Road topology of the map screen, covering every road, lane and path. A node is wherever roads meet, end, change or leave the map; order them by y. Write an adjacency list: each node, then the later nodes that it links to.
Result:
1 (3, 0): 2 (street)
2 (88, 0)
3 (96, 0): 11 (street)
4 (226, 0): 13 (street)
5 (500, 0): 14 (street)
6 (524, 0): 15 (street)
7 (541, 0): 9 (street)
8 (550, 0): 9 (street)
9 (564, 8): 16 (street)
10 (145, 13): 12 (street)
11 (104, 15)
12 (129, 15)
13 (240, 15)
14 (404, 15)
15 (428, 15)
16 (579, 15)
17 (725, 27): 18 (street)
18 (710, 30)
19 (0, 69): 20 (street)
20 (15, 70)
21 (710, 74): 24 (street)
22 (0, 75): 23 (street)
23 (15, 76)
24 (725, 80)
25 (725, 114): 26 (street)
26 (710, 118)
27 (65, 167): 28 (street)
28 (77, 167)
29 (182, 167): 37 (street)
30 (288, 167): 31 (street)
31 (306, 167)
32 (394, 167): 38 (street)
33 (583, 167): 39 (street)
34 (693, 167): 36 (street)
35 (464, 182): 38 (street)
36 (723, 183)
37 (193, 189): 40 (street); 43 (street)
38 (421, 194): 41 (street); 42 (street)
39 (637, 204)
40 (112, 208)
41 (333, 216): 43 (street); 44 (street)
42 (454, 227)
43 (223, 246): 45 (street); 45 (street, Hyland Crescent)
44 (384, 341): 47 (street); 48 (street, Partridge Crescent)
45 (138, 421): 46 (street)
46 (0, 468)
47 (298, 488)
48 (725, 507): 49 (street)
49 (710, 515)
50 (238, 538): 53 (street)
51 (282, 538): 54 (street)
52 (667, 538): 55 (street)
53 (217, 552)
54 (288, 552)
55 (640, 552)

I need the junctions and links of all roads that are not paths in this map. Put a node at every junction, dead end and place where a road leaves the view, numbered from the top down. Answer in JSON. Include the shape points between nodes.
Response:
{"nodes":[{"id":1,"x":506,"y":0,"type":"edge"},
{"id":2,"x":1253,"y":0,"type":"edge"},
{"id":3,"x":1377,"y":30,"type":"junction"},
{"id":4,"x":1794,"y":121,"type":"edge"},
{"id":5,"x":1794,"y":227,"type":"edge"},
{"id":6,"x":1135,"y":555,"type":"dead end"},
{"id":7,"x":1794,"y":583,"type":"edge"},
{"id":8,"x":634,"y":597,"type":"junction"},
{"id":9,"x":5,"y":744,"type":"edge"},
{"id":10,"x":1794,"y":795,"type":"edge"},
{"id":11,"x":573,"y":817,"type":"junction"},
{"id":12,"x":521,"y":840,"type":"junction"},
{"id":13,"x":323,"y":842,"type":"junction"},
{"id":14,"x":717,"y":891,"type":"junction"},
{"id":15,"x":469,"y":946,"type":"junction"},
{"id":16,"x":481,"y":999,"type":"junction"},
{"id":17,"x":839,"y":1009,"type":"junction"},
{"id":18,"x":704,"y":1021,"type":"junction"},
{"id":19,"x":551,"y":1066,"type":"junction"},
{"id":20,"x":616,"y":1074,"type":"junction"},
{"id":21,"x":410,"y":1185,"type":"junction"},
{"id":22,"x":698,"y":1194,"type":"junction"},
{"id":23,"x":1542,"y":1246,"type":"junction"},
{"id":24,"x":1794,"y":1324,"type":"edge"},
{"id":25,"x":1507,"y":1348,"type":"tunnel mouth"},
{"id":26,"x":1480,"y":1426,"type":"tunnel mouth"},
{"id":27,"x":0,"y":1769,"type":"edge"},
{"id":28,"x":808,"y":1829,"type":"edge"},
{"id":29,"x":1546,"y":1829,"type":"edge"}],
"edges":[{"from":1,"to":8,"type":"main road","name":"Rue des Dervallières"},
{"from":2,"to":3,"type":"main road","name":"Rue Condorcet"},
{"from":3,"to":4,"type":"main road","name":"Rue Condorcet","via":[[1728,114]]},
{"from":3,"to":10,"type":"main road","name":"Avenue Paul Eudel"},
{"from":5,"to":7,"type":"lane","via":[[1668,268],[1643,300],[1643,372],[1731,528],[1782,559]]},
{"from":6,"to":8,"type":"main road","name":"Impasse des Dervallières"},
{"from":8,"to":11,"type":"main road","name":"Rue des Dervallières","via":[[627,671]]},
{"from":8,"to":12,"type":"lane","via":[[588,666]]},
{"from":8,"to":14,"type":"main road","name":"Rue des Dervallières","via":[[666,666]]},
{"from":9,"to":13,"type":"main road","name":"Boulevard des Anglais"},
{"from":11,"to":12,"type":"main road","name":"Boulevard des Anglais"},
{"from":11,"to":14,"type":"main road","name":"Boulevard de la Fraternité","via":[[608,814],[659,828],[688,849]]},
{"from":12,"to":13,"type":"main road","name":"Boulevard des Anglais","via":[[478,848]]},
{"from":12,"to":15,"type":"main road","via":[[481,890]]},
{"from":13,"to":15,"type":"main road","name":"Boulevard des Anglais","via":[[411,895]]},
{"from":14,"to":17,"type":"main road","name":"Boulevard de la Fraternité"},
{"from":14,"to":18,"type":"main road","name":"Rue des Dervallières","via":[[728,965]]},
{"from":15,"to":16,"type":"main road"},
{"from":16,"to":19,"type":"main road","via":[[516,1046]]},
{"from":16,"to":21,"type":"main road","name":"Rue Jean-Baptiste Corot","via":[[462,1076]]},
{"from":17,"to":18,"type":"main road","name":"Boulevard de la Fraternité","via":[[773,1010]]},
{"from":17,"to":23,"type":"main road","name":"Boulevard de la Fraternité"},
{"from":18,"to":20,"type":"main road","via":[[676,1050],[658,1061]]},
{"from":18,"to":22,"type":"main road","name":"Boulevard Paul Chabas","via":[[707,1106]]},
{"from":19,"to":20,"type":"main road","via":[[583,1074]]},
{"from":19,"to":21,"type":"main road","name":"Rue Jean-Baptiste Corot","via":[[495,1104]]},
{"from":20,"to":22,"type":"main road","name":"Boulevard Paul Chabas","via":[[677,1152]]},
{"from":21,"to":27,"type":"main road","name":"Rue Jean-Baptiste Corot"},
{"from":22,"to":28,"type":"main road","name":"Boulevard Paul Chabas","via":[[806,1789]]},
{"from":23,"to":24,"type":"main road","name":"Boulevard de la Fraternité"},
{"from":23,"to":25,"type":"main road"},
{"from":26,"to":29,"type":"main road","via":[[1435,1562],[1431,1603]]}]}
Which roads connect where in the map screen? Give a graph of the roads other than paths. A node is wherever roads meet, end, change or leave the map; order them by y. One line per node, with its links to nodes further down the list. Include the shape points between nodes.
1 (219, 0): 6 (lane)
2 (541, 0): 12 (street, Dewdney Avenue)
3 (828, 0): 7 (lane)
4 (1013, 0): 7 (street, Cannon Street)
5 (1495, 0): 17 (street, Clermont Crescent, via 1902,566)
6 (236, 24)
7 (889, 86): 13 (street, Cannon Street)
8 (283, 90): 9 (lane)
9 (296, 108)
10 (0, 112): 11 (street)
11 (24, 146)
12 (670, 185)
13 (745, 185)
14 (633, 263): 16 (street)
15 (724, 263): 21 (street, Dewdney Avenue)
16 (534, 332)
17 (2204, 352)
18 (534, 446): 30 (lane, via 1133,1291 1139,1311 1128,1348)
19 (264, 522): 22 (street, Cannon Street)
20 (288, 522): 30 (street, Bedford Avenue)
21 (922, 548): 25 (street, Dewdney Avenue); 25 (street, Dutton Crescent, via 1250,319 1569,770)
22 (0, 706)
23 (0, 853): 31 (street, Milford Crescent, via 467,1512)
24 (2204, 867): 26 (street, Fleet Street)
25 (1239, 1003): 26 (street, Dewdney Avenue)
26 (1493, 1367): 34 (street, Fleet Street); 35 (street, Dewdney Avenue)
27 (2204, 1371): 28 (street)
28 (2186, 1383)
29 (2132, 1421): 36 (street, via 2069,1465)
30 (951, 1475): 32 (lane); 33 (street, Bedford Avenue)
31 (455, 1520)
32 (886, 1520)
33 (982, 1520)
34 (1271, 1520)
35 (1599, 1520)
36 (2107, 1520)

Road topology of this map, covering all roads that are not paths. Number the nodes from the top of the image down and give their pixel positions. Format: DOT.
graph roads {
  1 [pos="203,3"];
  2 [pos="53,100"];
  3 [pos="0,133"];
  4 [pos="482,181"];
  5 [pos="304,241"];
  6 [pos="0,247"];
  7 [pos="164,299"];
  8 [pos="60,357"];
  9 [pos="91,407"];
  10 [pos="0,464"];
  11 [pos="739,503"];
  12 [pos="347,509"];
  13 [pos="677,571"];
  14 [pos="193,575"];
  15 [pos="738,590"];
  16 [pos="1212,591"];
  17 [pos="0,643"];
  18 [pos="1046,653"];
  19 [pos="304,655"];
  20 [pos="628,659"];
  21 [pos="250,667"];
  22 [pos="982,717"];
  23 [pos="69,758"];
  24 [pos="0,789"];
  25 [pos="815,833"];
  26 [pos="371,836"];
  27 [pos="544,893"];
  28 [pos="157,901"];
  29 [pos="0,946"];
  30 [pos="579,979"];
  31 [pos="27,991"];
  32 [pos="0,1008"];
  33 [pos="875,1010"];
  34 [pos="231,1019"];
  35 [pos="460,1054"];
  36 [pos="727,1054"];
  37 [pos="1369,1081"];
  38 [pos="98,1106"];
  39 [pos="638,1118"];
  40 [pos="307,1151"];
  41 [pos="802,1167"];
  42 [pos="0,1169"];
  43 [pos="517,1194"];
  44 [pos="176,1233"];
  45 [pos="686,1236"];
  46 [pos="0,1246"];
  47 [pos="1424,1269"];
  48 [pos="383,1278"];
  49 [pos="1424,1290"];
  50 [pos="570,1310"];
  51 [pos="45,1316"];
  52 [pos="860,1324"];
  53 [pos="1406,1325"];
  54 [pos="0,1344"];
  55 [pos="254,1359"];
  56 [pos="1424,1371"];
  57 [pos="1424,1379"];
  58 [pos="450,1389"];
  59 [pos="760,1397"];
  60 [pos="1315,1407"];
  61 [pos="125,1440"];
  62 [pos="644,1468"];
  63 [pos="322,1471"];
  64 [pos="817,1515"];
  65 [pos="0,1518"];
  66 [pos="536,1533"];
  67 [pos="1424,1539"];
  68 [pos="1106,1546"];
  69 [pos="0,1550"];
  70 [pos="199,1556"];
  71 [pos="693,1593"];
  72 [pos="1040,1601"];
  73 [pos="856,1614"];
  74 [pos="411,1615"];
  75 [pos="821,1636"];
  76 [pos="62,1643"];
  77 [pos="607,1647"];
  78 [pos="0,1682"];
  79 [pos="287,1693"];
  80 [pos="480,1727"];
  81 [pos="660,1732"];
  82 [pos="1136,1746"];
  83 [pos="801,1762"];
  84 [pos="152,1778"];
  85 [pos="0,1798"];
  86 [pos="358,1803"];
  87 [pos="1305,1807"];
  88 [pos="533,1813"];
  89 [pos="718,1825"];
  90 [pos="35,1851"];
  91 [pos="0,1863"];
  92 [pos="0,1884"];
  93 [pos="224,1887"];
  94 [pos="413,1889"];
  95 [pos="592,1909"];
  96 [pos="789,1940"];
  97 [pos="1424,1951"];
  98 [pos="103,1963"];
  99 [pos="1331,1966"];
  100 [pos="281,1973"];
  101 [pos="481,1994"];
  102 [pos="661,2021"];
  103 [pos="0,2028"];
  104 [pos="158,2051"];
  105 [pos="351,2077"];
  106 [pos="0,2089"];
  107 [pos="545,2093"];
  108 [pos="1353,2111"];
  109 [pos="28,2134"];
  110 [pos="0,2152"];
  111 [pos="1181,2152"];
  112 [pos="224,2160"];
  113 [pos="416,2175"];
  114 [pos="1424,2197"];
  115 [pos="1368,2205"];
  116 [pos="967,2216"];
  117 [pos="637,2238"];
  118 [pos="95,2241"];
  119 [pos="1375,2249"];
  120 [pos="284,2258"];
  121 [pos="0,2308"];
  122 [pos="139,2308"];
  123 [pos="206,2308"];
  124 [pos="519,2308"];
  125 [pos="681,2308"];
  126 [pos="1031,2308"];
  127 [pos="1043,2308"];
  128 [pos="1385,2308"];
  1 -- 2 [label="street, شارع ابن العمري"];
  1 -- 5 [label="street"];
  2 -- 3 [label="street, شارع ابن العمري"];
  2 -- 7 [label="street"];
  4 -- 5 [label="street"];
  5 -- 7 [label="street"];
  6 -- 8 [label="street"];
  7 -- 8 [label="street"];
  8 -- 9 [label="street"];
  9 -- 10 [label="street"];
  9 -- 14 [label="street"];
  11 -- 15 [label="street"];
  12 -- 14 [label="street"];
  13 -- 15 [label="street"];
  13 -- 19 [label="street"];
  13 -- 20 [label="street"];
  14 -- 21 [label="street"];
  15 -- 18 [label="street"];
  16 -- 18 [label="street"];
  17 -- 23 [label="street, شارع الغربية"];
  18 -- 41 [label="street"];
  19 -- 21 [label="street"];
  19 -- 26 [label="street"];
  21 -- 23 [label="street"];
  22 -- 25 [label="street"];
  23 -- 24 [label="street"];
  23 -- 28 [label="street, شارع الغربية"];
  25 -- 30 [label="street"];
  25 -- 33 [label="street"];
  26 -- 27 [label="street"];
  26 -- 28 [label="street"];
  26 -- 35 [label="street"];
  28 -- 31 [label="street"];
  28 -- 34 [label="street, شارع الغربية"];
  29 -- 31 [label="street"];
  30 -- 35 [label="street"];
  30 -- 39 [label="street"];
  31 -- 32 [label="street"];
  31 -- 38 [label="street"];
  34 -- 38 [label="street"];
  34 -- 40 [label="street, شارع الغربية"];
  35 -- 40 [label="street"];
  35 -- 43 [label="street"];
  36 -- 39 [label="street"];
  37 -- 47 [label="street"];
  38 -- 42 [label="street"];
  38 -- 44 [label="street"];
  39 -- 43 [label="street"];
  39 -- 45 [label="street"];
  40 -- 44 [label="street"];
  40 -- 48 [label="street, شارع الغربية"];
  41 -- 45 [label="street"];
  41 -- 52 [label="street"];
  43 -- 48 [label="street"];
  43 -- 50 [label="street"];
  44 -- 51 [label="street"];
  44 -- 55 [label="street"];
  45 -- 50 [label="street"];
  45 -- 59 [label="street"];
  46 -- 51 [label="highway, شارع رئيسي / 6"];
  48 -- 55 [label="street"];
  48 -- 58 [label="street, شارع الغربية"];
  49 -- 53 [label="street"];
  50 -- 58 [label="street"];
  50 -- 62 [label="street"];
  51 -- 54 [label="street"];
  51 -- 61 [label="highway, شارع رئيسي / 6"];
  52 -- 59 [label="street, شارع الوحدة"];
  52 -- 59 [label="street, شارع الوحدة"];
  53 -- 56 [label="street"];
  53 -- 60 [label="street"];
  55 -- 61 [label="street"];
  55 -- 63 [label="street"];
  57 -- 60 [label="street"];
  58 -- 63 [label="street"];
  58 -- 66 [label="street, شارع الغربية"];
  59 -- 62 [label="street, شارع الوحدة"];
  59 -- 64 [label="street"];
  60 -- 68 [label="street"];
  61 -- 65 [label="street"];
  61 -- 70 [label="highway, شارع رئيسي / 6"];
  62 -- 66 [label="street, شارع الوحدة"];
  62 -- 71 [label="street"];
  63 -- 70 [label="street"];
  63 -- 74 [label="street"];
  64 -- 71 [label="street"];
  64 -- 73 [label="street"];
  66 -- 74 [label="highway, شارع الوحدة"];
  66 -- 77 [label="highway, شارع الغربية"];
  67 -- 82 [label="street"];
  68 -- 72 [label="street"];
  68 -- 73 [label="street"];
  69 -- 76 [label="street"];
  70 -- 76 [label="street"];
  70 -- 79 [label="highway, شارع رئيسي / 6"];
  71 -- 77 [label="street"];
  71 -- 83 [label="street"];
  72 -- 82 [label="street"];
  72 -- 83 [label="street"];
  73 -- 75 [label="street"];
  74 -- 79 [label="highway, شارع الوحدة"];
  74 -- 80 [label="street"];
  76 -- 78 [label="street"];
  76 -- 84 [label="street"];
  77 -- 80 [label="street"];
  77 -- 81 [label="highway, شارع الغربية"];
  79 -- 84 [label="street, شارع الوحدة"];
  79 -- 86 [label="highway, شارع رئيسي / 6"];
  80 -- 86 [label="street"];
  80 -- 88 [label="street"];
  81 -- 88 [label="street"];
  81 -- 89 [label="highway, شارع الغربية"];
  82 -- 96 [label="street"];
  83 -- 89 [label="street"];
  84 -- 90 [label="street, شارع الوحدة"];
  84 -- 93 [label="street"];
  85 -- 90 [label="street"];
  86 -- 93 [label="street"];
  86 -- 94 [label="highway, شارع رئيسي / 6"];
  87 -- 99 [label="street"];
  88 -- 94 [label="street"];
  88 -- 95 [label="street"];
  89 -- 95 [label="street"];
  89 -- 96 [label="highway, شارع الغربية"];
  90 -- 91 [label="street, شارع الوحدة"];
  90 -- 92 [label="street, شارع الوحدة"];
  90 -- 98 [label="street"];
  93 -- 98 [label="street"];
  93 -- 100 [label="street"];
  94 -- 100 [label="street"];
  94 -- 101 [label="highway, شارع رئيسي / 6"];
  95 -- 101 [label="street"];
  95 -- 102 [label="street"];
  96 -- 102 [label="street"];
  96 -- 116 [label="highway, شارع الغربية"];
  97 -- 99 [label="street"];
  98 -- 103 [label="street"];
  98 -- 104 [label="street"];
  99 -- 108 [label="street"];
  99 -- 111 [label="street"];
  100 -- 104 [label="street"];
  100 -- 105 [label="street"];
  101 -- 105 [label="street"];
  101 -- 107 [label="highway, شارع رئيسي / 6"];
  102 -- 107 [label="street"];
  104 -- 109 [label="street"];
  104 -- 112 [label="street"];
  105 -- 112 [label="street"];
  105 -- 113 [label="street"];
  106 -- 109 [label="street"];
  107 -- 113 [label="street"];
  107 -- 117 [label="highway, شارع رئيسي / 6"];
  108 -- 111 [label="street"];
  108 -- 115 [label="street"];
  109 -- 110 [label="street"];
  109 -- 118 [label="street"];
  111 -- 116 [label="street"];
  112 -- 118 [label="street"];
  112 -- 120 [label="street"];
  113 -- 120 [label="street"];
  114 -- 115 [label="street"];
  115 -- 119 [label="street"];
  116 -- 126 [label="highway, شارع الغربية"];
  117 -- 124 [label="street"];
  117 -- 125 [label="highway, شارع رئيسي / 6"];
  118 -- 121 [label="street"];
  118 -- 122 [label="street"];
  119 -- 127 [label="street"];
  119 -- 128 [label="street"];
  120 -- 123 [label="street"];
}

AIM OF THE EXERCISE »
Tally the lines of the listing in which the string "mouth" appears, and state the tally alone.

ANSWER FOR THE TASK »
2